当前位置:网站首页>Pyg builds heterogeneous graph attention network han to realize DBLP node prediction
Pyg builds heterogeneous graph attention network han to realize DBLP node prediction
2022-07-28 19:14:00 【Cyril_ KI】
Catalog
Preface
HAN The principle of is shown in :WWW 2019 | HAN: Heterogeneous graph attention networks .
Data processing
Import data :
path = os.path.abspath(os.path.dirname(os.getcwd())) + '\data\DBLP'
dataset = DBLP(path)
graph = dataset[0]
print(graph)
Output is as follows :
HeteroData(
author={
x=[4057, 334],
y=[4057],
train_mask=[4057],
val_mask=[4057],
test_mask=[4057]
},
paper={
x=[14328, 4231] },
term={
x=[7723, 50] },
conference={
num_nodes=20 },
(author, to, paper)={
edge_index=[2, 19645] },
(paper, to, author)={
edge_index=[2, 19645] },
(paper, to, term)={
edge_index=[2, 85810] },
(paper, to, conference)={
edge_index=[2, 14328] },
(term, to, paper)={
edge_index=[2, 85810] },
(conference, to, paper)={
edge_index=[2, 14328] }
)
You can find ,DBLP There are authors in the dataset (author)、 The paper (paper)、 The term (term) And meetings (conference) Four types of nodes .DBLP Contained in the 14328 Papers (paper), 4057 authors (author), 20 A meeting (conference), 7723 A term (term). The author is divided into four areas : database 、 data mining 、 machine learning 、 Information retrieval .

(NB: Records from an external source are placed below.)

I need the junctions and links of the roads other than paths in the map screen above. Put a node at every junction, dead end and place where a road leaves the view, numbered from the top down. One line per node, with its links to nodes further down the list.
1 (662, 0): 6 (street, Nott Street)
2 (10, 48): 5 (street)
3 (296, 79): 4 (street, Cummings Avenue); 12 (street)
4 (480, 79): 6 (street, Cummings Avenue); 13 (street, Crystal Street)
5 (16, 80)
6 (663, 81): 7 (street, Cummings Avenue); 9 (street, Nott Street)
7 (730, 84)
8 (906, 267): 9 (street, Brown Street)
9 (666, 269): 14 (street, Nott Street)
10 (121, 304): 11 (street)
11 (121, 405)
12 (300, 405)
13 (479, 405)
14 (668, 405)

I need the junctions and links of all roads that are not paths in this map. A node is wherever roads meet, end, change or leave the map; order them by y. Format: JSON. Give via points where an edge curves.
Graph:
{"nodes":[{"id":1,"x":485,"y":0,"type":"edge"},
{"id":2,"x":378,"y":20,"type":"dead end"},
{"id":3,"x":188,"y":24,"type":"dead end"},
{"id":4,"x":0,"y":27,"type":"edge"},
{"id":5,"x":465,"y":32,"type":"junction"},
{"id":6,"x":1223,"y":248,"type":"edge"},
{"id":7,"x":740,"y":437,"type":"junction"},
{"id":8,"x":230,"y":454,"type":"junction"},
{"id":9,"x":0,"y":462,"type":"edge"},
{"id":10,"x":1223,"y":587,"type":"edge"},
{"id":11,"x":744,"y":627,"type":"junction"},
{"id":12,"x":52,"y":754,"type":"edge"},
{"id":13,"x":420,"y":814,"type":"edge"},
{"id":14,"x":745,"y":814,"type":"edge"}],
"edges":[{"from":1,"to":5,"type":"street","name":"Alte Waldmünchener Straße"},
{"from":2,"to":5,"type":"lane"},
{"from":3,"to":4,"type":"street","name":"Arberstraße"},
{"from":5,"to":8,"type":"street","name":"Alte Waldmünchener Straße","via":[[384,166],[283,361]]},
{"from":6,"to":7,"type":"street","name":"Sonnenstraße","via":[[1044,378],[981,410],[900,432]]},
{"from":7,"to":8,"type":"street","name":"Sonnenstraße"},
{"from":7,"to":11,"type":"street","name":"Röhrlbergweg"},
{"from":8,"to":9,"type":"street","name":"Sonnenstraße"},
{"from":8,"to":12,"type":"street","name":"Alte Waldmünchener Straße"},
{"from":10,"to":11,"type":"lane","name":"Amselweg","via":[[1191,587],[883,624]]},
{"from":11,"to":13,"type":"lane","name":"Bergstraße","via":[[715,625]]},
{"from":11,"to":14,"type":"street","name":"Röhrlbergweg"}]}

Mission : Yes author Nodes are classified , altogether 4 class .
because conference Nodes have no characteristics , Therefore, it is necessary to preset features :
graph['conference'].x = torch.ones((graph['conference'].num_nodes, 1))
all conference The characteristics of nodes are initialized to [1].
Get some useful data :
num_classes = torch.max(graph['author'].y).item() + 1
train_mask, val_mask, test_mask = graph['author'].train_mask, graph['author'].val_mask, graph['author'].test_mask
y = graph['author'].y
Model structures,
First import the package :
from torch_geometric.nn import HANConv
Model parameters :
- in_channels: Input channel , For example, the number of features of each node in the node classification , Generally set as -1.
- out_channels: Output channel , The last layer GCNConv The output channel of is the number of node categories ( Node classification ).
- heads: The number of heads in the multi head attention mechanism . It is worth noting that ,GANConv and GATConv What's different is ,GANConv The model is to flatten the result of long-term attention , Instead of going ahead concat operation .
- negative_slope:LeakyRELU Parameters of .
So the model is built as follows :
class HAN(nn.Module):
def __init__(self, in_channels, hidden_channels, out_channels):
super(HAN, self).__init__()
# H, D = self.heads, self.out_channels // self.heads
self.conv1 = HANConv(in_channels, hidden_channels, graph.metadata(), heads=8)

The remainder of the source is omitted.